Let’s face it, sales is a grind. The daily slog of cold calls, follow ups, and client maintenance, combined with the stress of trying to hit your monthly, quarterly and yearly numbers, can take a toll on you. As the old saying goes, working smarter not harder can help to ease the burden. Three key factors — research, attitude, and persistence (RAP) — can impact your bottom line:
How to Be a Better Salesperson
Who is it that you need to speak to, and what do they do? It seems obvious, but using LinkedIn can be a tremendous asset towards saving you time by pointing you directly to the decision maker that you need to be talking to. Targeted list building via tools like LinkedIn will save you time in the long run by whittling your call list down to just the essential people, and weeding out the time wasters.
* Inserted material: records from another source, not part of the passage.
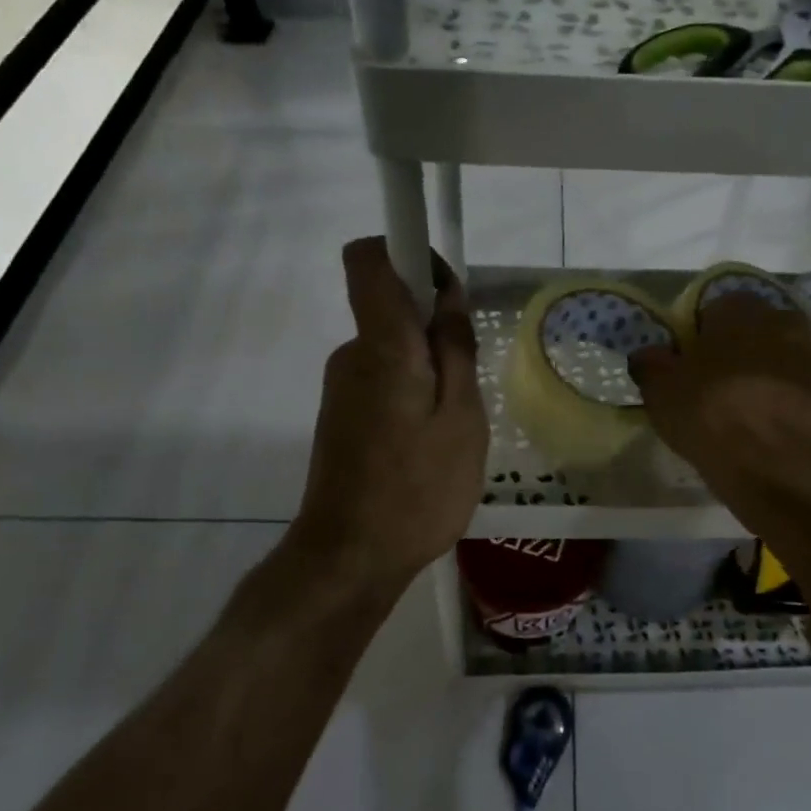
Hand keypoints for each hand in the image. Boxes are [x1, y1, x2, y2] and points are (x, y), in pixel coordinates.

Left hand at [284, 238, 487, 599]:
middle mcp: (352, 354)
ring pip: (393, 350)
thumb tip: (447, 294)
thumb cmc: (418, 488)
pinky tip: (430, 445)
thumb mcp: (461, 417)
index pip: (369, 259)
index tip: (446, 287)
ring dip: (428, 370)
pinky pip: (384, 380)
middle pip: (391, 308)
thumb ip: (454, 348)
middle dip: (435, 329)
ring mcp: (342, 386)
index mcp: (382, 345)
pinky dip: (412, 394)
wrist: (350, 558)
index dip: (407, 252)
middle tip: (469, 384)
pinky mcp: (342, 415)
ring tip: (454, 426)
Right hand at [629, 292, 810, 506]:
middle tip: (706, 383)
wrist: (769, 462)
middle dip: (729, 348)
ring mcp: (806, 351)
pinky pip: (785, 380)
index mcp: (737, 306)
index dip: (694, 337)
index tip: (684, 364)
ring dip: (753, 369)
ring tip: (732, 403)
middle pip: (745, 328)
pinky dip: (771, 391)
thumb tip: (648, 354)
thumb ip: (649, 362)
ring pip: (768, 353)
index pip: (709, 310)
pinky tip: (754, 416)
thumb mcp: (659, 387)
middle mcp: (778, 317)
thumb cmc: (708, 411)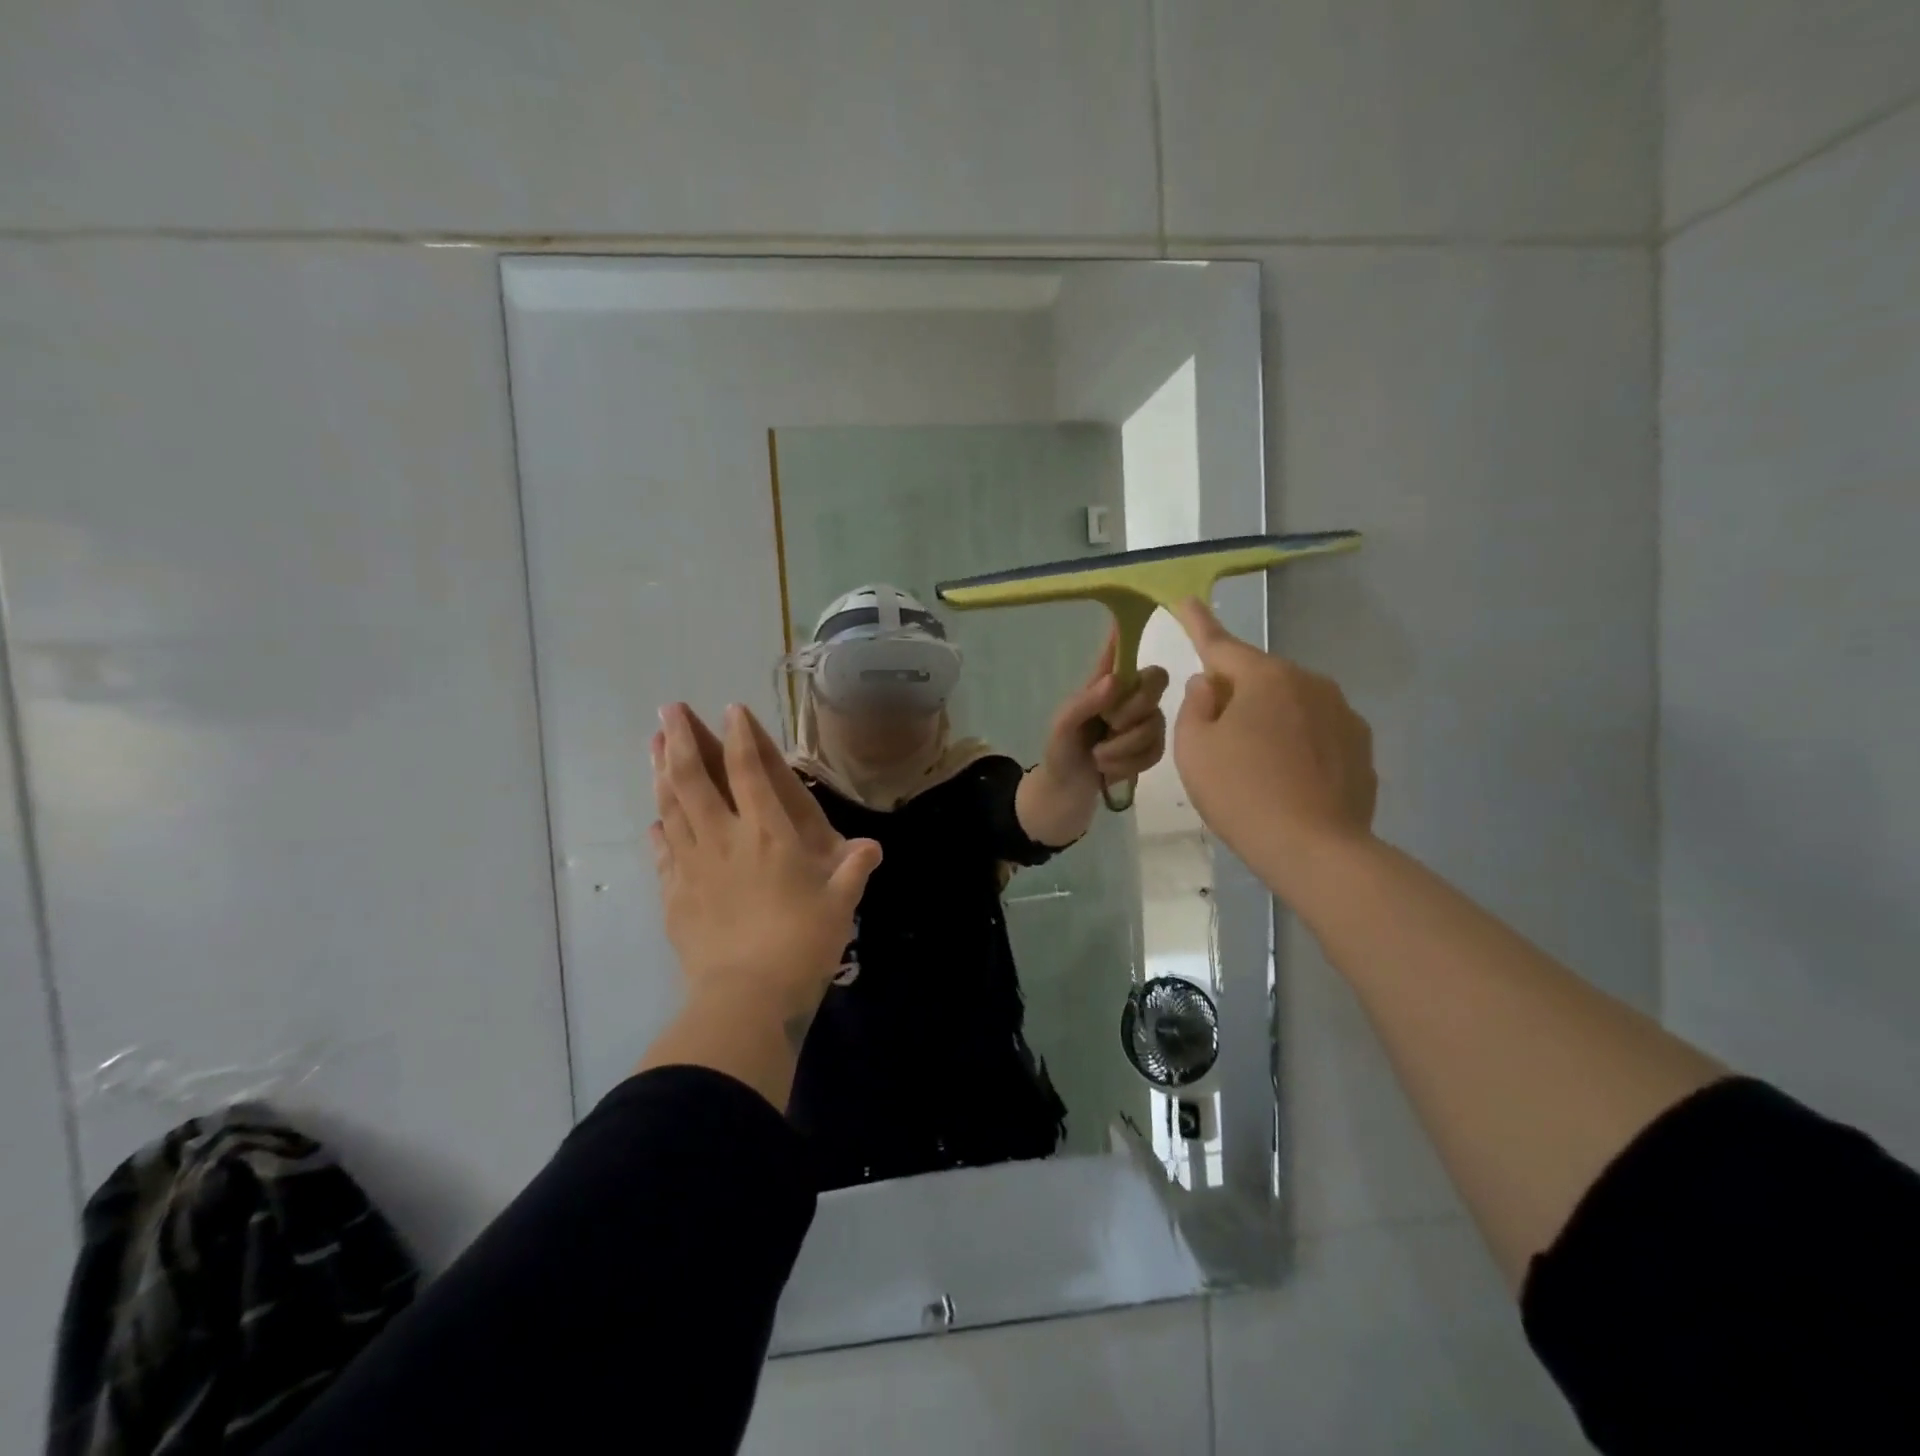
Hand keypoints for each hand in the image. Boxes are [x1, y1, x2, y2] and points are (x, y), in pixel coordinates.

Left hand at [650, 703, 881, 1033]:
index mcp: (768, 834)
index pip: (750, 772)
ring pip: (671, 808)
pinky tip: (655, 821)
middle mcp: (724, 839)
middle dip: (682, 741)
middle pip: (694, 780)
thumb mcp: (839, 904)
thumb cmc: (801, 943)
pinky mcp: (674, 896)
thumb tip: (871, 847)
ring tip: (653, 746)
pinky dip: (659, 831)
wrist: (747, 997)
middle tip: (668, 711)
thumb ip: (853, 870)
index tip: (730, 709)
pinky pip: (662, 853)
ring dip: (661, 773)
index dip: (741, 737)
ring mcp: (692, 866)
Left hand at [1041, 629, 1169, 789]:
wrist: (1066, 797)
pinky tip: (1110, 770)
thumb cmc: (1059, 754)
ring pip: (1156, 722)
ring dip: (1124, 747)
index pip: (1120, 649)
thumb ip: (1085, 702)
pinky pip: (1157, 749)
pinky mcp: (1150, 749)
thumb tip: (1116, 680)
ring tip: (1099, 757)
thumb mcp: (1062, 727)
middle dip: (1133, 709)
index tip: (1143, 607)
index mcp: (1102, 683)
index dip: (1132, 629)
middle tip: (1108, 725)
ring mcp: (1142, 723)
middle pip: (1156, 680)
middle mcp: (1127, 697)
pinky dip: (1131, 763)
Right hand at [1170, 598, 1376, 892]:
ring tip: (1255, 766)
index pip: (1221, 644)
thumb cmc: (1241, 793)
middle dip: (1235, 693)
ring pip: (1290, 705)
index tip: (1186, 601)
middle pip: (1258, 678)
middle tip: (1214, 734)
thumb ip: (1195, 706)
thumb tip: (1210, 685)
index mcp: (1265, 677)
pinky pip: (1316, 733)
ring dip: (1268, 720)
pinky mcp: (1361, 747)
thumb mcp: (1193, 748)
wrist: (1316, 850)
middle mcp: (1309, 683)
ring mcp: (1342, 714)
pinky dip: (1297, 745)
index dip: (1198, 624)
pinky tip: (1288, 780)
A LinkedIn message rather than an email shows that you’ve taken the time to learn about your prospect, and turns a cold call slightly warmer. This also gives your prospect a chance to look at your profile before responding, which can help eliminate some early questions.
Aside from learning about your contact, take the time to learn a little about the company. This will help you to better identify their potential pain points and how you can provide the solution. Part of this research will also illuminate their target markets and buying cycles, so you can make sure you’re calling them at the right time.
Sales is a business of rejection. Even the most optimistic of ratios would have you hearing a “no” at least half the time. When several of those rejections come consecutively (especially on the same day), it’s easy to let it get you down. But each new call or email is potentially the streak-breaker. Even though you’re not face-to-face with your prospect, your mood impacts your tone of voice on the phone and your word selection in emails. Negativity breeds negativity, and having a positive outlook each and every time you reach out is critical.
Part of this attitude is not just a belief in yourself, but a belief in what you’re selling. You have to know your products inside and out. Additionally, you have to know your competition inside and out. How can you be expected to solve your prospect’s problems if you don’t fully understand how your product provides the solution? Knowledge is power, and that power brings a confidence which is perceptible to anyone hearing your pitch. Your prospect will quickly understand that you firmly grasp the challenges they’re facing, and will trust that you can provide a solution.
It should take you at least five “no” answers in a conversation before you actually take no for an answer. Think of it this way. If for every 100 people that tell you “no” the first time, you get 10 to change their mind to a “maybe,” that’s 10 more detailed pitches you get to make. From those 10 pitches, if two of them decide to turn their “maybe” into a “yes,” that’s two more sales than you had before just by not giving up. The other 98 rejections were rejections the first time they said “no,” so you haven’t lost anything. Each time you hear a “no,” ask for a reason. If you’ve done your research and know your prospect and product like described above, you should be able to counter their “no” with a valid reason why they should hear you out.
Part of persistence is also a dogged determination to keep grinding. It’s simple math: regardless of your closing percentage, you’ll sell more by making 100 calls than you will by making 10. The constant rejection can wear you down, but if you follow the RAP guidelines, you’ll have better targets, a better attitude and a determination to turn “no” into “yes” that will carry you to better sales.